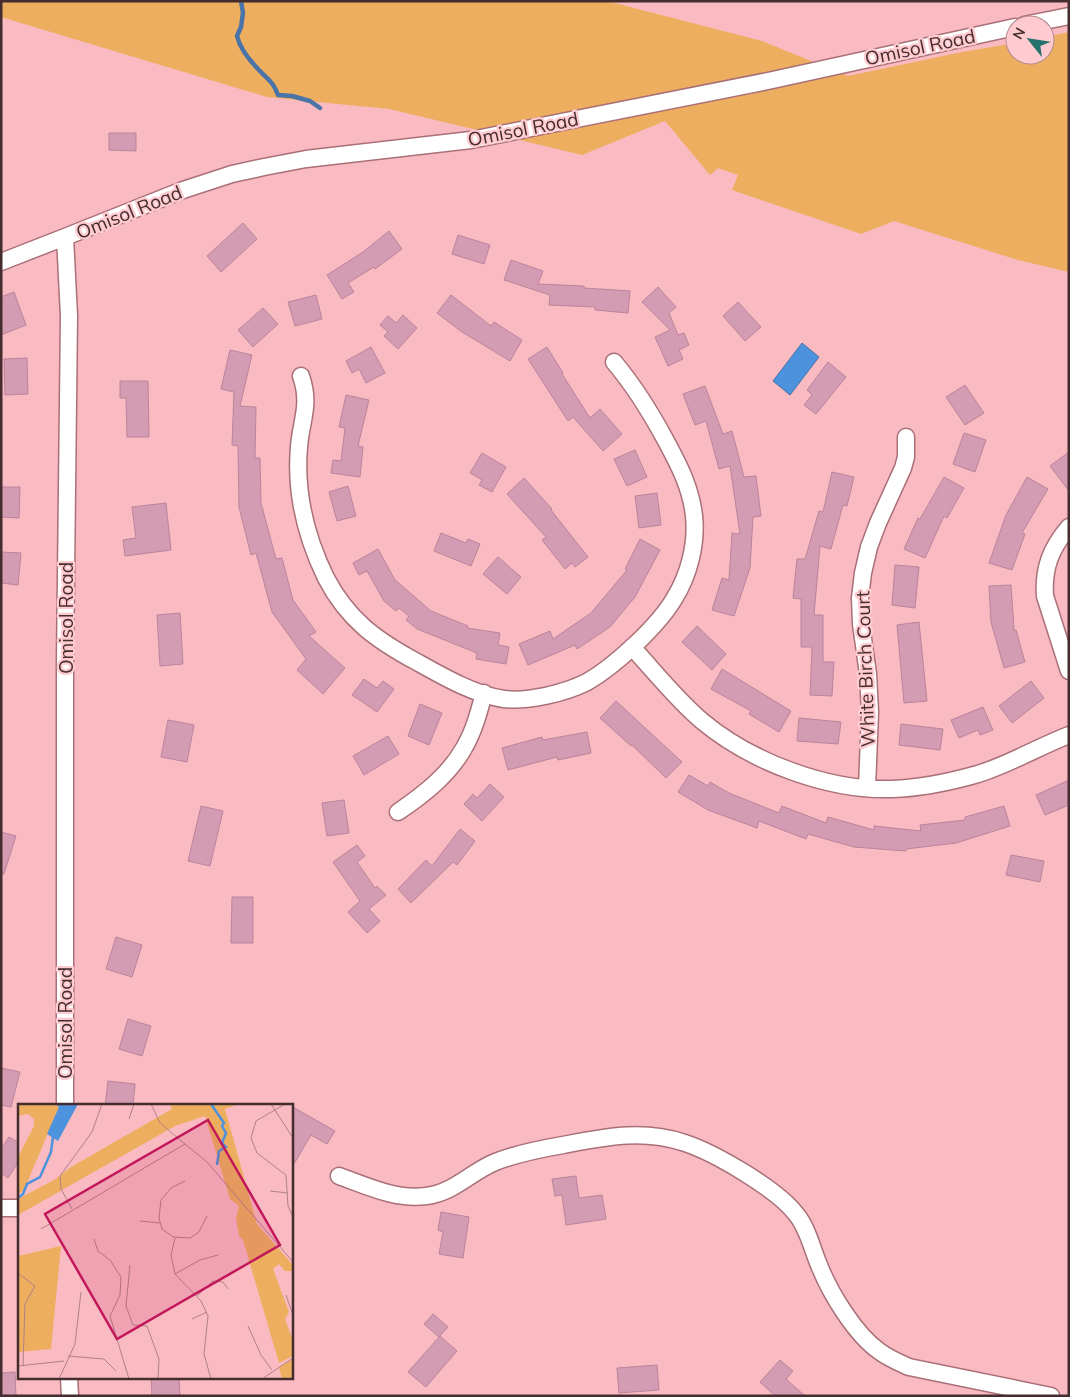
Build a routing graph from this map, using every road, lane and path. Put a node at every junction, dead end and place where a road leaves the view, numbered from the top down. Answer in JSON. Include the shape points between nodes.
{"nodes":[{"id":1,"x":1069,"y":16,"type":"edge"},
{"id":2,"x":1055,"y":19,"type":"edge"},
{"id":3,"x":1005,"y":29,"type":"edge"},
{"id":4,"x":65,"y":237,"type":"junction"},
{"id":5,"x":1,"y":262,"type":"edge"},
{"id":6,"x":614,"y":362,"type":"dead end"},
{"id":7,"x":301,"y":376,"type":"dead end"},
{"id":8,"x":906,"y":437,"type":"dead end"},
{"id":9,"x":1069,"y":526,"type":"edge"},
{"id":10,"x":632,"y":647,"type":"junction"},
{"id":11,"x":1069,"y":671,"type":"edge"},
{"id":12,"x":484,"y":693,"type":"junction"},
{"id":13,"x":1069,"y":735,"type":"edge"},
{"id":14,"x":867,"y":788,"type":"junction"},
{"id":15,"x":398,"y":812,"type":"dead end"},
{"id":16,"x":65,"y":1104,"type":"edge"},
{"id":17,"x":339,"y":1176,"type":"dead end"},
{"id":18,"x":1,"y":1208,"type":"edge"},
{"id":19,"x":18,"y":1208,"type":"edge"},
{"id":20,"x":69,"y":1380,"type":"edge"},
{"id":21,"x":70,"y":1396,"type":"edge"},
{"id":22,"x":1051,"y":1396,"type":"edge"}],
"edges":[{"from":1,"to":2,"type":"street"},
{"from":3,"to":4,"type":"street","name":"Omisol Road","via":[[768,81],[471,140],[264,166],[183,190]]},
{"from":4,"to":5,"type":"street"},
{"from":4,"to":16,"type":"street","name":"Omisol Road","via":[[69,316]]},
{"from":6,"to":10,"type":"street","via":[[631,382],[682,471],[694,516],[692,555],[685,577],[662,617]]},
{"from":7,"to":12,"type":"street","via":[[306,406],[299,445],[299,495],[313,547],[340,602],[353,618],[387,646],[444,677]]},
{"from":8,"to":14,"type":"street","name":"White Birch Court","via":[[903,468],[869,547],[860,598],[870,712]]},
{"from":9,"to":11,"type":"street","via":[[1051,553],[1044,584]]},
{"from":10,"to":12,"type":"street","via":[[589,681],[576,687],[528,698],[504,699]]},
{"from":10,"to":14,"type":"street","via":[[676,696],[726,739],[768,762],[799,774]]},
{"from":12,"to":15,"type":"street","via":[[474,725],[453,765],[416,800]]},
{"from":13,"to":14,"type":"street","via":[[1011,762],[962,778],[918,787]]},
{"from":17,"to":22,"type":"street","via":[[394,1195],[428,1196],[460,1185],[495,1162],[538,1150],[617,1136],[662,1137],[684,1143],[765,1186],[797,1214],[832,1293],[868,1342],[892,1360],[909,1367]]},
{"from":18,"to":19,"type":"street"},
{"from":20,"to":21,"type":"street"}]}
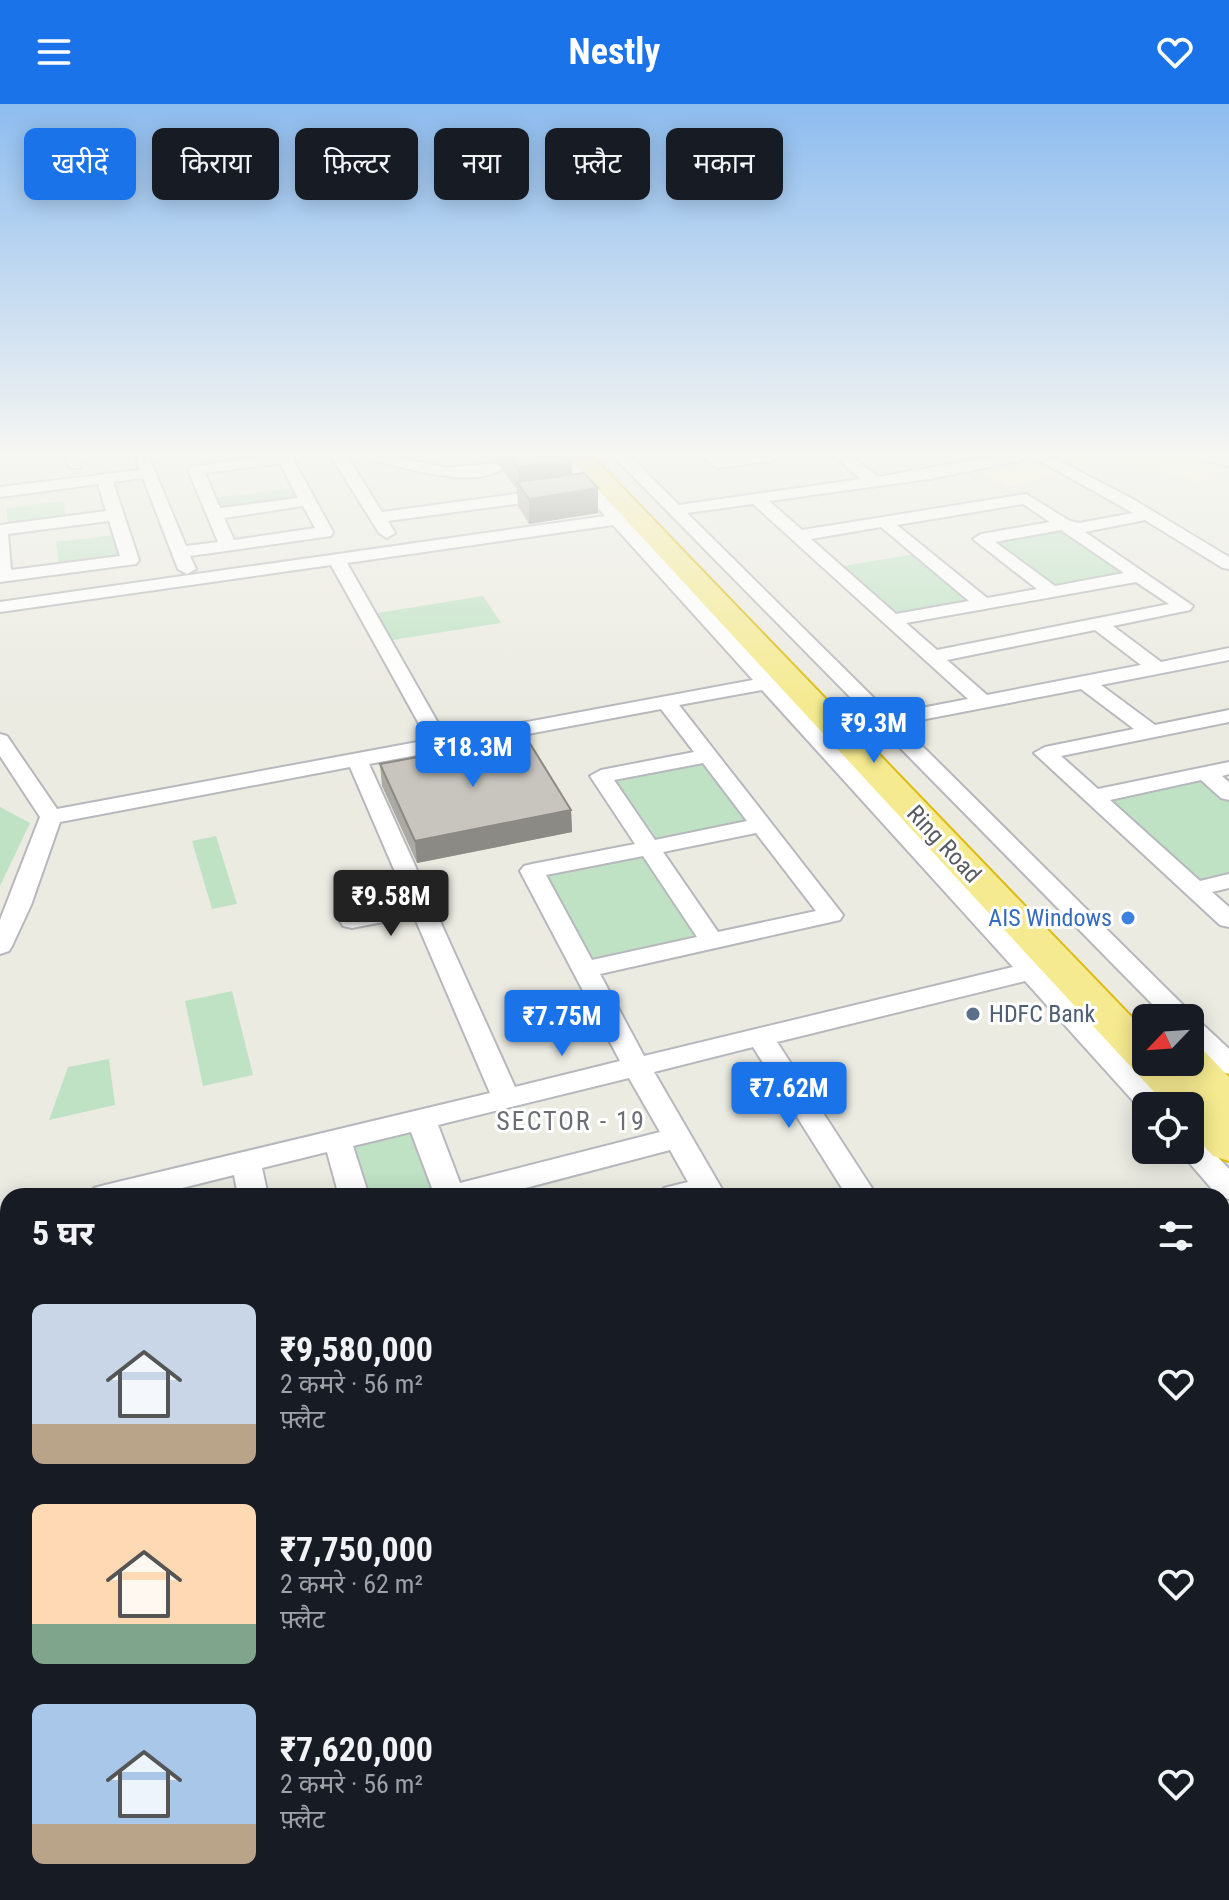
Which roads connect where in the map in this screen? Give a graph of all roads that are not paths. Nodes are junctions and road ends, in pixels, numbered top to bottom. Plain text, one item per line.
1 (0, 540) edge
2 (83, 540) edge
3 (123, 540) edge
4 (175, 540) edge
5 (226, 540) edge
6 (272, 540) edge
7 (391, 540) edge
8 (470, 540) edge
9 (637, 540) edge
10 (669, 540) edge
11 (671, 540) edge
12 (706, 540) edge
13 (802, 540) edge
14 (906, 540) edge
15 (982, 540) edge
16 (1086, 540) edge
17 (1189, 540) edge
18 (228, 545) junction
19 (397, 550) junction
20 (680, 550) junction
21 (180, 552) junction
22 (49, 556) junction
23 (336, 559) junction
24 (1229, 564) edge
25 (1, 569) edge
26 (1139, 576) junction
27 (191, 579) junction
28 (1051, 591) junction
29 (984, 604) junction
30 (0, 607) edge
31 (892, 620) junction
32 (1098, 623) junction
33 (1229, 654) edge
34 (933, 657) junction
35 (1157, 668) junction
36 (1085, 682) junction
37 (767, 683) junction
38 (666, 702) junction
39 (983, 702) junction
40 (1229, 716) edge
41 (885, 721) junction
42 (1151, 732) junction
43 (0, 740) edge
44 (440, 744) junction
45 (708, 756) junction
46 (357, 760) junction
47 (1229, 768) edge
48 (1205, 773) junction
49 (1229, 793) edge
50 (1093, 797) junction
51 (51, 817) junction
52 (762, 825) junction
53 (649, 848) junction
54 (1229, 881) edge
55 (1195, 889) junction
56 (421, 907) junction
57 (1229, 920) edge
58 (352, 921) dead end
59 (712, 941) junction
60 (0, 946) edge
61 (585, 969) junction
62 (1031, 971) junction
63 (1133, 1004) edge
64 (1167, 1004) edge
65 (760, 1037) junction
66 (1132, 1042) edge
67 (1204, 1047) edge
68 (637, 1067) junction
69 (1221, 1071) edge
70 (1164, 1076) edge
71 (1141, 1092) edge
72 (506, 1098) junction
73 (421, 1119) junction
74 (678, 1138) junction
75 (337, 1139) junction
76 (1229, 1145) edge
77 (1204, 1160) edge
78 (246, 1162) junction
79 (533, 1186) edge
80 (138, 1188) edge
81 (251, 1188) edge
82 (352, 1188) edge
83 (449, 1188) edge
84 (707, 1188) edge
85 (857, 1188) edge
86 (1229, 1188) edge

1 - 25 street
2 - 22 street
3 - 22 street
4 - 21 street
5 - 18 street
6 - 18 street
7 - 19 street
8 - 19 street
9 - 37 street
10 - 20 highway, Ring Road
11 - 20 highway, Ring Road
12 - 41 street
13 - 31 street
14 - 29 street
15 - 28 street
16 - 26 street
17 - 24 street
18 - 21 street
19 - 23 street
20 - 63 highway, Ring Road
20 - 66 highway, Ring Road
21 - 27 street
22 - 25 street
23 - 27 street
23 - 44 street
26 - 28 street
26 - 32 street
27 - 30 street
28 - 29 street
29 - 31 street
31 - 34 street
32 - 34 street
32 - 35 street
33 - 35 street
34 - 39 street
35 - 36 street
36 - 39 street
36 - 42 street
37 - 38 street
37 - 62 street
38 - 44 street
38 - 45 street
39 - 41 street
40 - 42 street
41 - 64 street
42 - 50 street
43 - 51 street
44 - 46 street
45 - 52 street
45 - 53 street
46 - 51 street
46 - 56 street
47 - 48 street
48 - 49 street
48 - 50 street
50 - 55 street
51 - 60 street
52 - 53 street
52 - 59 street
53 - 59 street
53 - 61 street
54 - 55 street
55 - 57 street
56 - 58 street
56 - 72 street
59 - 61 street
61 - 68 street
62 - 65 street
62 - 71 street
65 - 68 street
65 - 85 street
67 - 69 street
68 - 72 street
68 - 74 street
70 - 76 highway
72 - 73 street
73 - 75 street
73 - 83 street
74 - 79 street
74 - 84 street
75 - 78 street
75 - 82 street
77 - 86 street
78 - 80 street
78 - 81 street

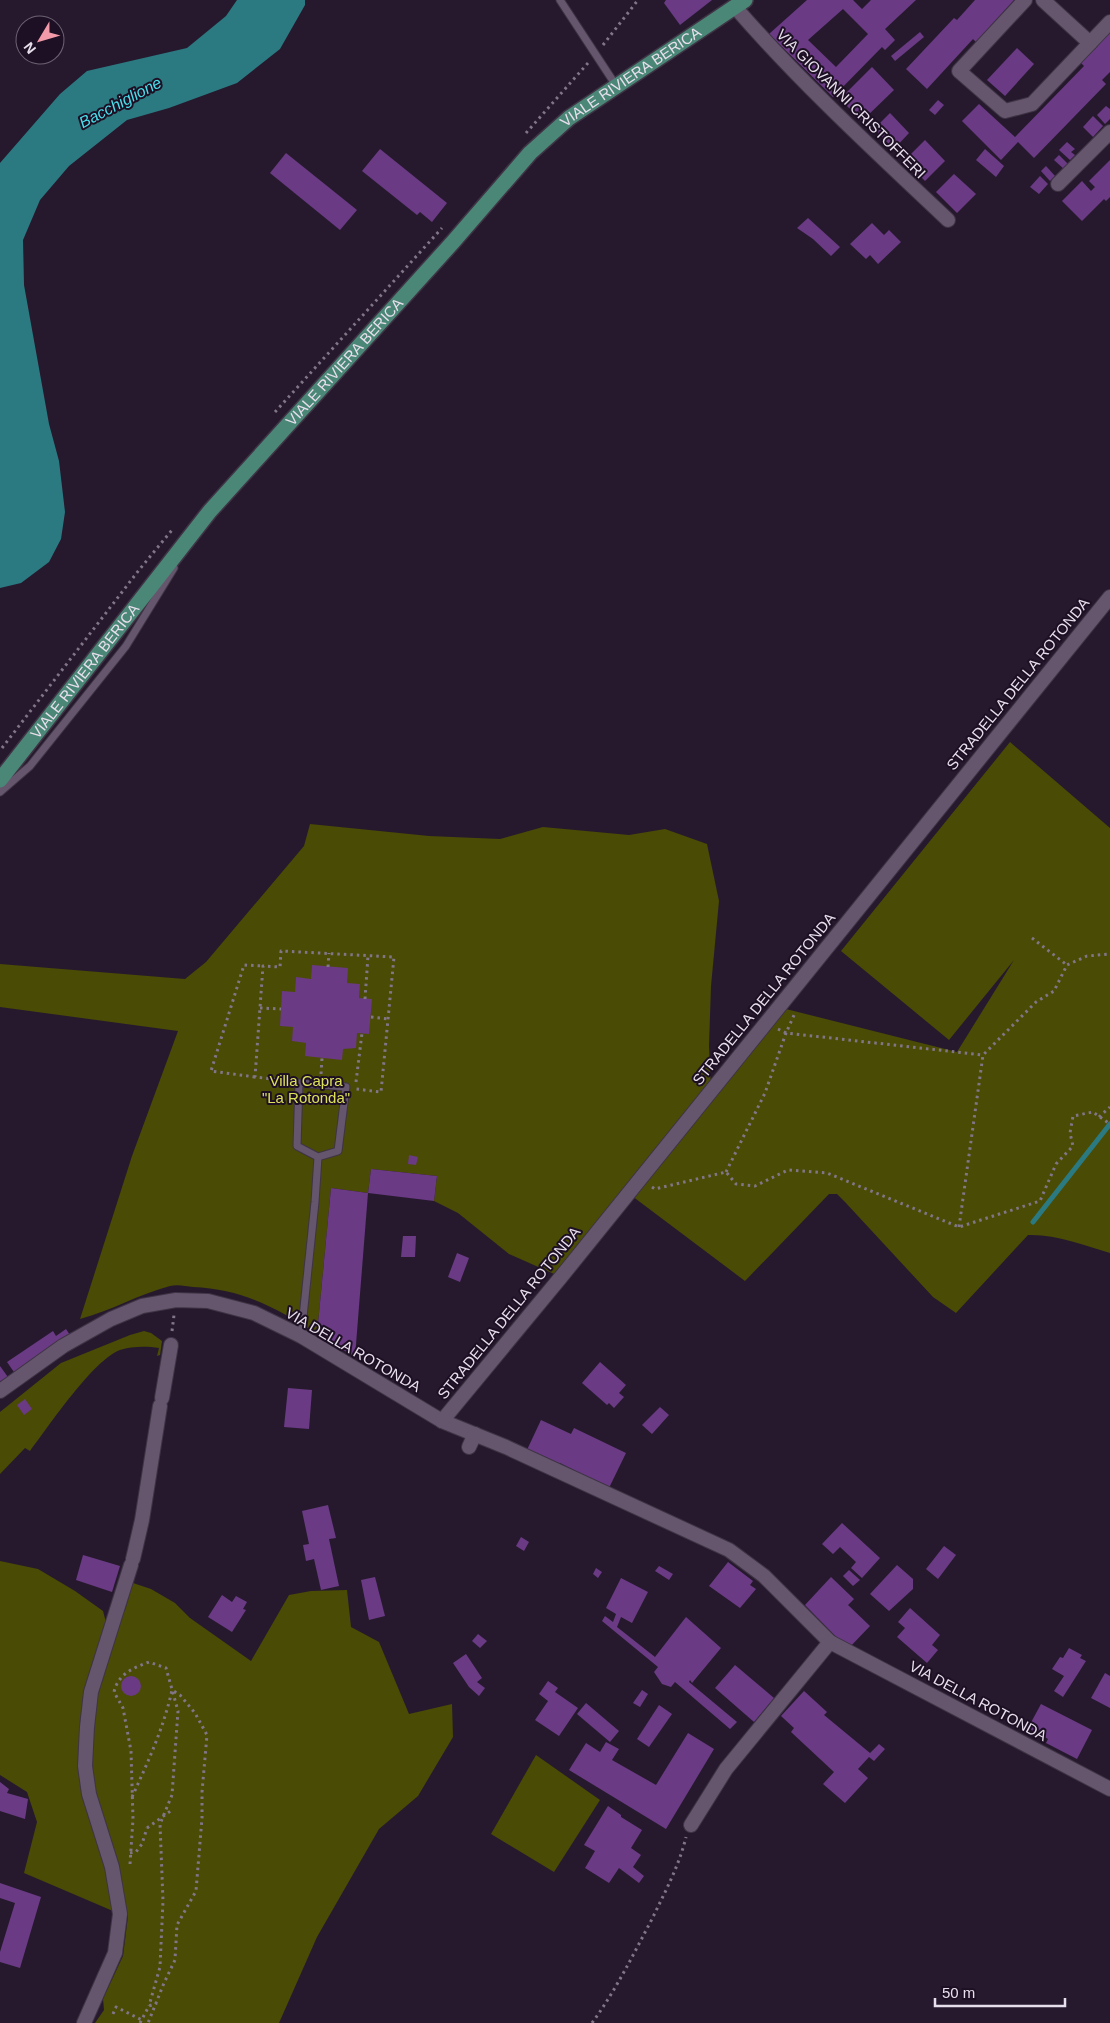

..........

In the listing above, find each line with the word "Omisol" and copy it out.

{"from":3,"to":4,"type":"street","name":"Omisol Road","via":[[768,81],[471,140],[264,166],[183,190]]},
{"from":4,"to":16,"type":"street","name":"Omisol Road","via":[[69,316]]},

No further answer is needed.